I have annotated the two articles in English for those who don't read German or value a quick guide to what the feud was about. The title is: Explained: Kubitschek's Feud with Konrad Miller: A Manual. I have just uploaded this compilation to Academia.edu as one of my series of manuals.

The two texts are in the public domain. I thank the institutions which provided them and have made only fair use of them in my manual.

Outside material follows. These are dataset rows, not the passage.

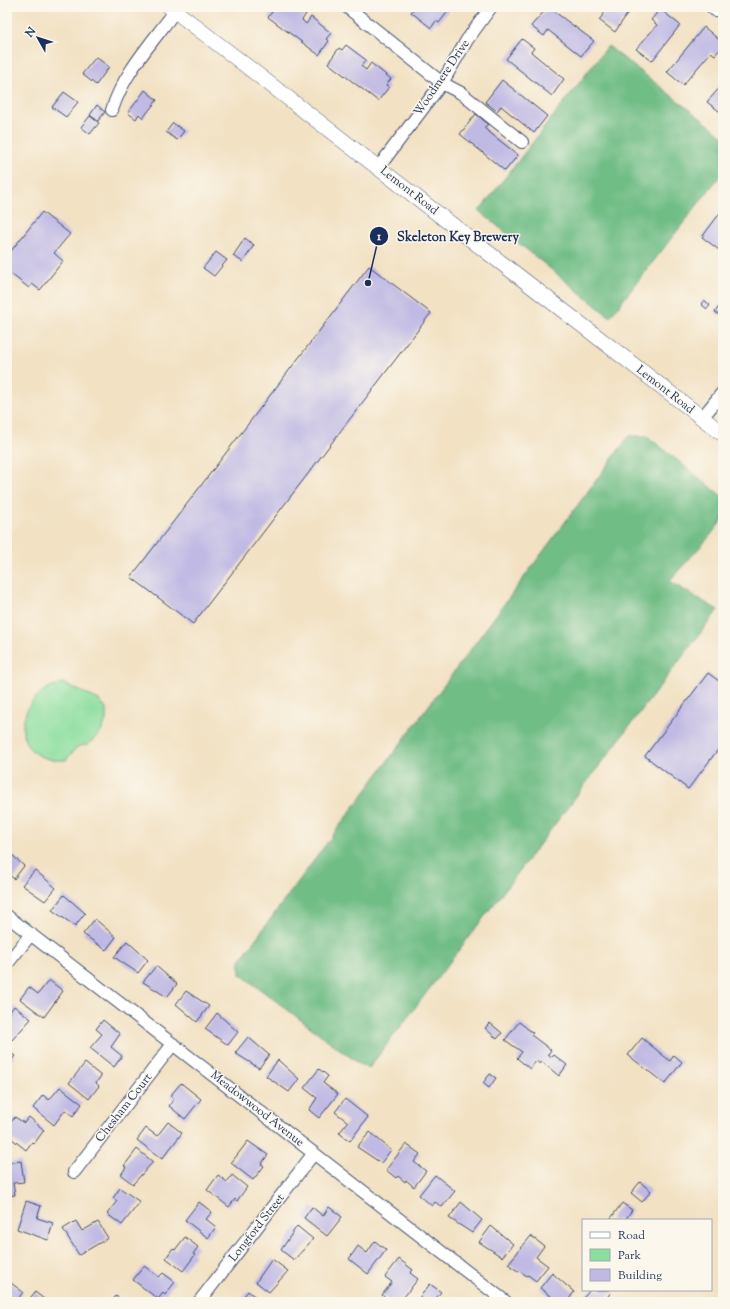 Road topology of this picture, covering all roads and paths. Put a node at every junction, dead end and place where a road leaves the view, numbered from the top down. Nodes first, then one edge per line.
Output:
1 (347, 7) edge
2 (491, 7) edge
3 (712, 7) edge
4 (173, 9) edge
5 (723, 11) edge
6 (442, 82) junction
7 (112, 110) dead end
8 (522, 142) dead end
9 (378, 168) junction
10 (723, 392) edge
11 (702, 418) junction
12 (723, 434) edge
13 (7, 916) edge
14 (30, 934) junction
15 (7, 964) edge
16 (173, 1044) junction
17 (314, 1153) junction
18 (74, 1172) dead end
19 (199, 1302) edge
20 (506, 1302) edge

1 - 6 street
2 - 6 street, Woodmere Drive
3 - 5 street
4 - 7 street
4 - 9 main road, Lemont Road
6 - 8 street
6 - 9 street, Woodmere Drive
9 - 11 main road, Lemont Road
10 - 11 street
11 - 12 main road, Lemont Road
13 - 14 street, Meadowwood Avenue
14 - 15 street
14 - 16 street, Meadowwood Avenue
16 - 17 street, Meadowwood Avenue
16 - 18 street, Chesham Court
17 - 19 street, Longford Street
17 - 20 street, Meadowwood Avenue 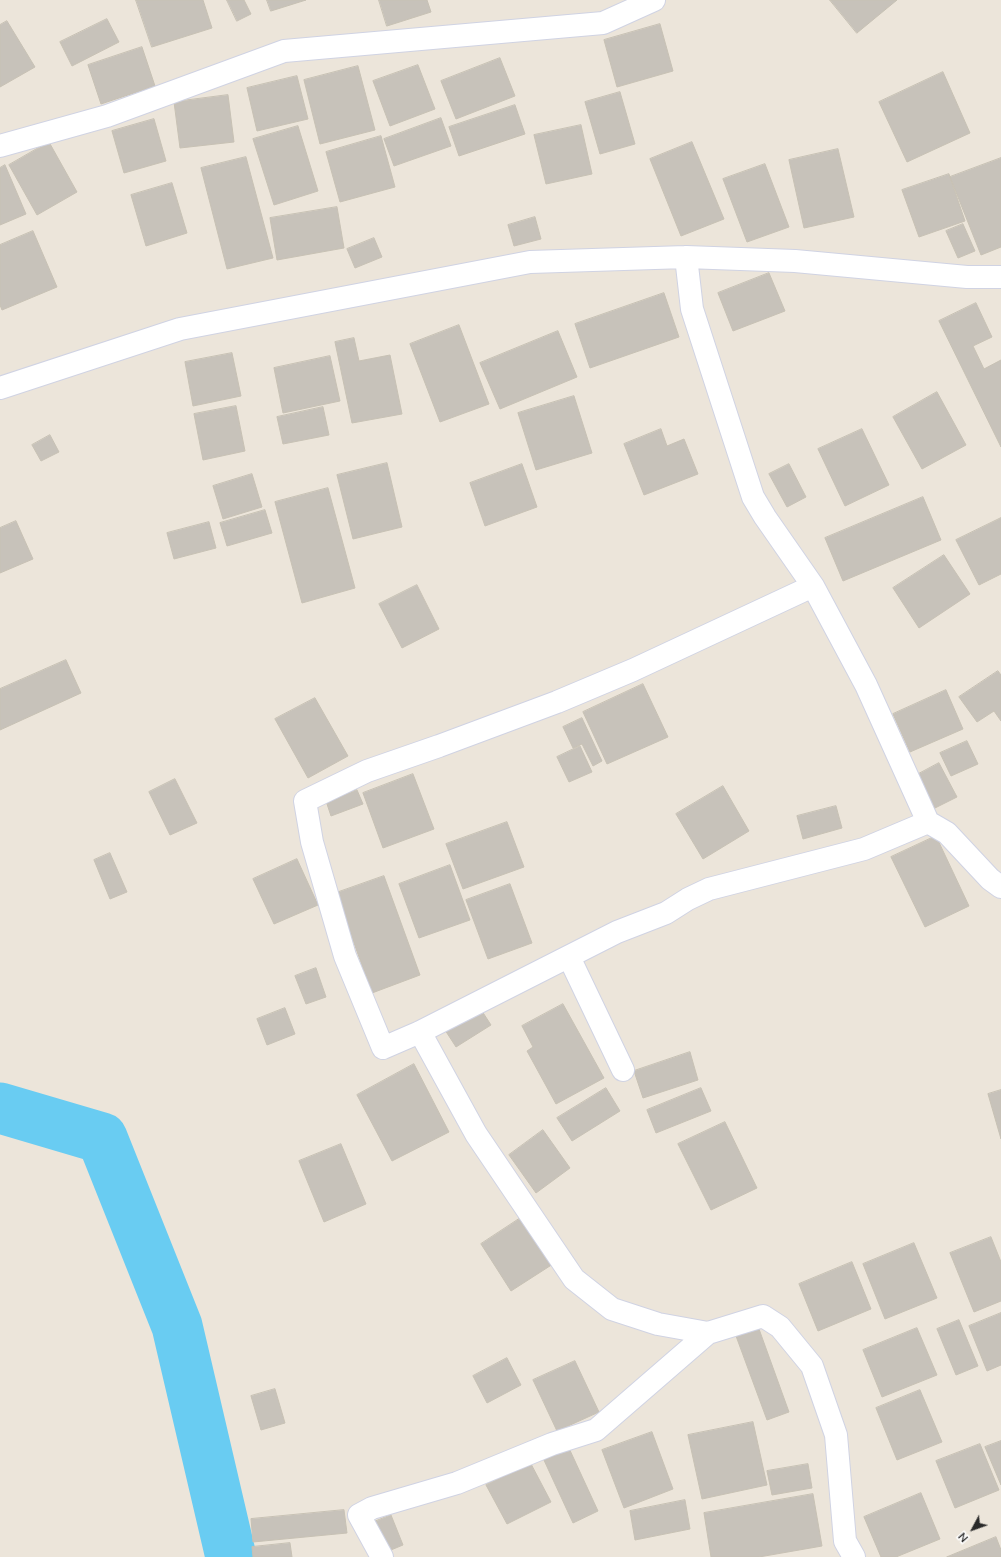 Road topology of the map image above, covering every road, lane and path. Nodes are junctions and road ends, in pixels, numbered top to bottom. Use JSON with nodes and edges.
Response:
{"nodes":[{"id":1,"x":654,"y":0,"type":"edge"},
{"id":2,"x":0,"y":146,"type":"edge"},
{"id":3,"x":686,"y":257,"type":"junction"},
{"id":4,"x":1001,"y":277,"type":"edge"},
{"id":5,"x":0,"y":388,"type":"edge"},
{"id":6,"x":813,"y":586,"type":"junction"},
{"id":7,"x":928,"y":822,"type":"junction"},
{"id":8,"x":1001,"y":888,"type":"edge"},
{"id":9,"x":569,"y":957,"type":"junction"},
{"id":10,"x":420,"y":1032,"type":"junction"},
{"id":11,"x":623,"y":1070,"type":"dead end"},
{"id":12,"x":708,"y":1333,"type":"junction"},
{"id":13,"x":382,"y":1557,"type":"edge"},
{"id":14,"x":854,"y":1557,"type":"edge"}],
"edges":[{"from":1,"to":2,"type":"street"},
{"from":3,"to":4,"type":"street"},
{"from":3,"to":5,"type":"street"},
{"from":3,"to":6,"type":"street"},
{"from":6,"to":7,"type":"street"},
{"from":6,"to":10,"type":"street"},
{"from":7,"to":8,"type":"street"},
{"from":7,"to":9,"type":"street"},
{"from":9,"to":10,"type":"street"},
{"from":9,"to":11,"type":"street"},
{"from":10,"to":12,"type":"street"},
{"from":12,"to":13,"type":"street"},
{"from":12,"to":14,"type":"street"}]} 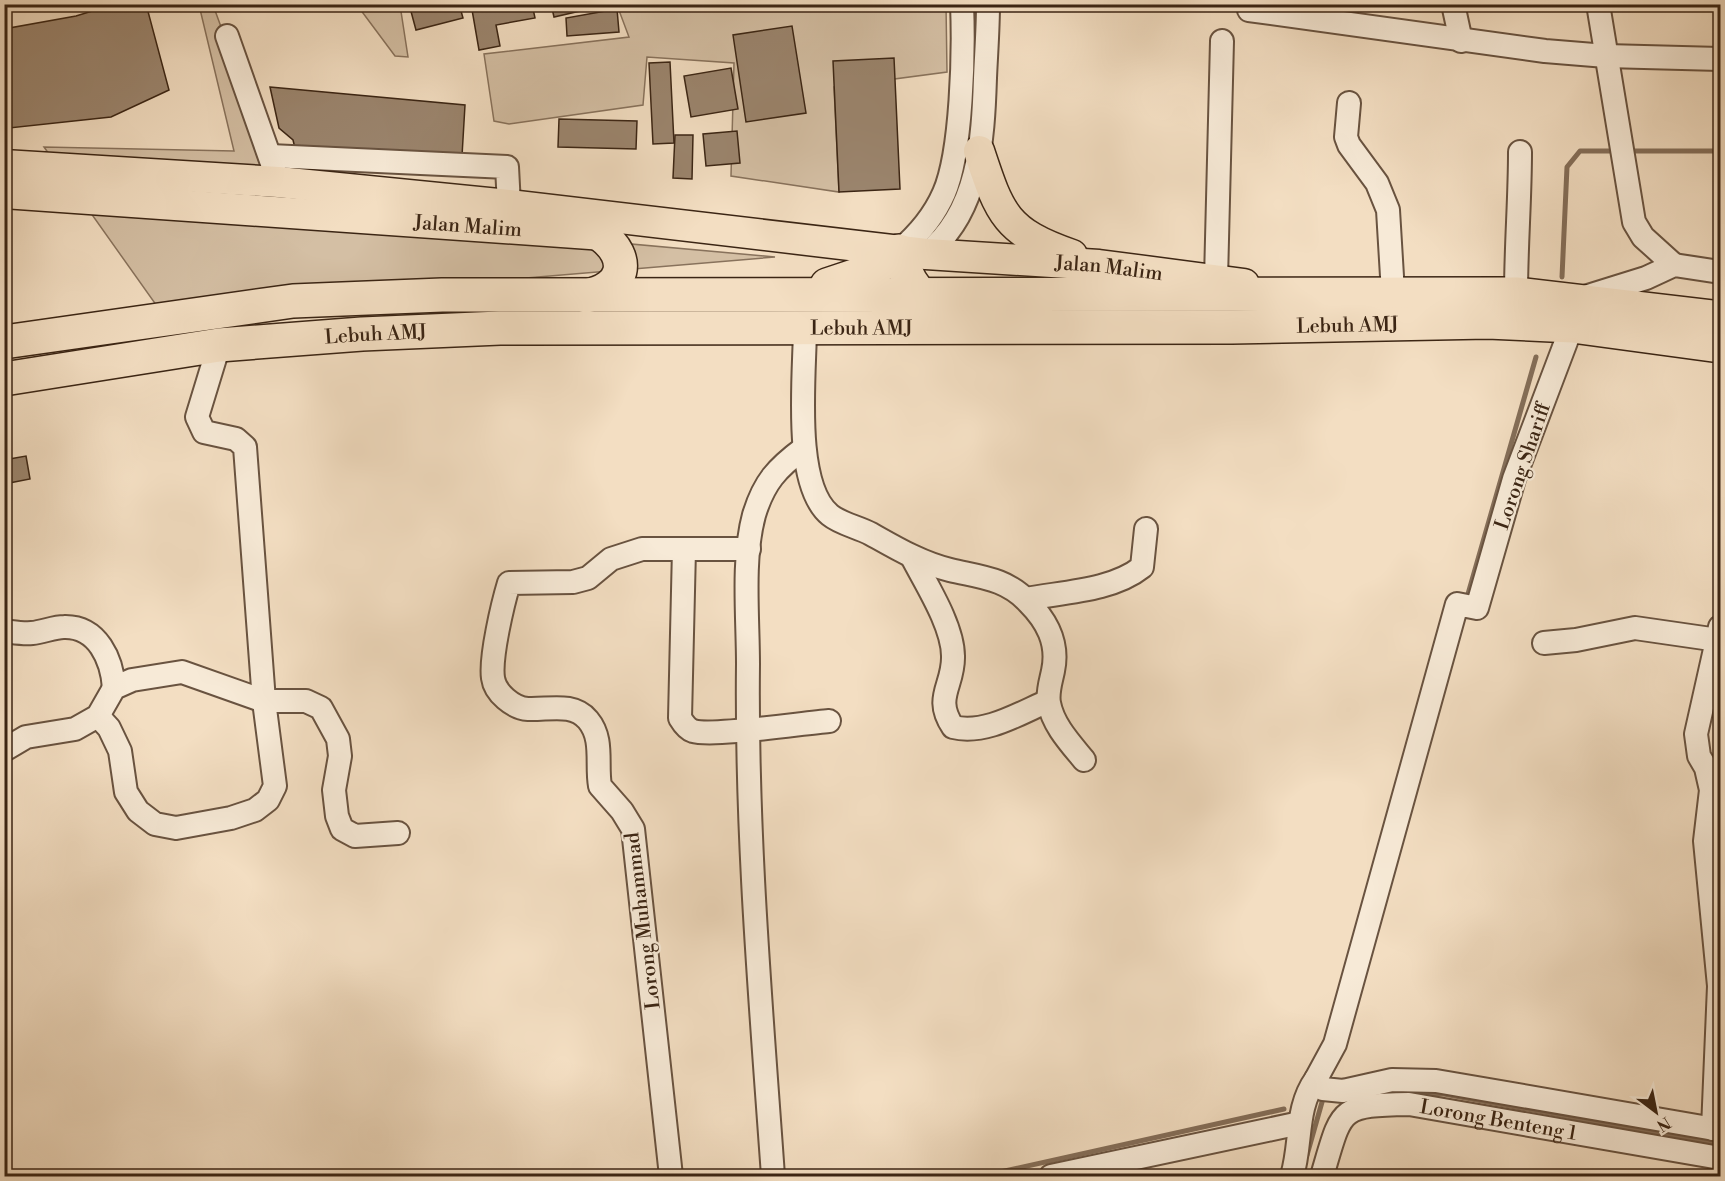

While much of Kubitschek's 1917 assault now seems petty, overblown and nasty, he is a century ahead of his time when he lays out what a proper new edition of the Tabula ought to provide (in addition to the best possible imaging, a transcription to the highest standards and a palaeographical analysis):
  1. It should convert all TP labels to modern script (a desideratum first achieved 100 years later in my own digital edition, 2017), minutely showing where all vignettes and rivers are placed;
  2. A critical analysis must be devoted to the scribal omissions of lines and the TP duplications (a difficult topic where we are not quite there yet);
  3. A graphic reconstruction is needed: he apparently means a geographical visualization of TP routes with a scale map as basis, a need only met in the 21st century by the Barrington Atlas, the Digital Atlas of the Roman Empire and OmnesViae;
  4. Good indexes (i.e. search tools) are required, a need met since 2010 by the Talbert Database.
There's one more thing. The best news we could have would be the rediscovery of the Michael Hummelberg drawings of the Tabula as it was in 1526. They were last seen a century ago in the Museo San Martino in Naples (Codex R 35). Will they ever be found?

Hirschfeld, Gustav. Review of Weltkarte des Castorius, by Konrad Miller. Berliner Philologische Wochenschrift 8 (1888): 624–34.
Kubitschek, Wilhelm. ‘Bemerkungen zu Konrad Millers Itineraria Romana’. Zeitschrift für die Österreichischen Gymnasien 68 (1917): 740–54, 865–93.
———. ‘Eine römische Straßenkarte’. Jahreshefte des Österreichischen Archäologischen Instituts in Wien 5 (1902): 20–96.
———. Review of: Konrad Miller, Itineraria Romana, etc., by Konrad Miller. Göttingische gelehrte Anzeigen 179, no. 1–2 (1917): 1-.
———. ‘Karten’. 1, X, 1919. https://de.wikisource.org/wiki/RE:Karten.
Miller, Konrad. ‘Die Weltkarte des Castorius genannt die Peutingersche Tafel (= Castori Romanorum cosmographi tabula quae dicitur Peutingeriana)’. Ravensburg: Otto Maier, 1887. http://archive.org/details/Tabula_Peutingeriana_complete.
———. Itineraria romana. Stuttgart: Strecker und Schröder, 1916. https://catalog.hathitrust.org/Record/000968347.
———. Rekonstruierte Karten. Vol. 6. 6 vols. Mappaemundi: die ältesten Weltkarten. Stuttgart: Roth, 1898.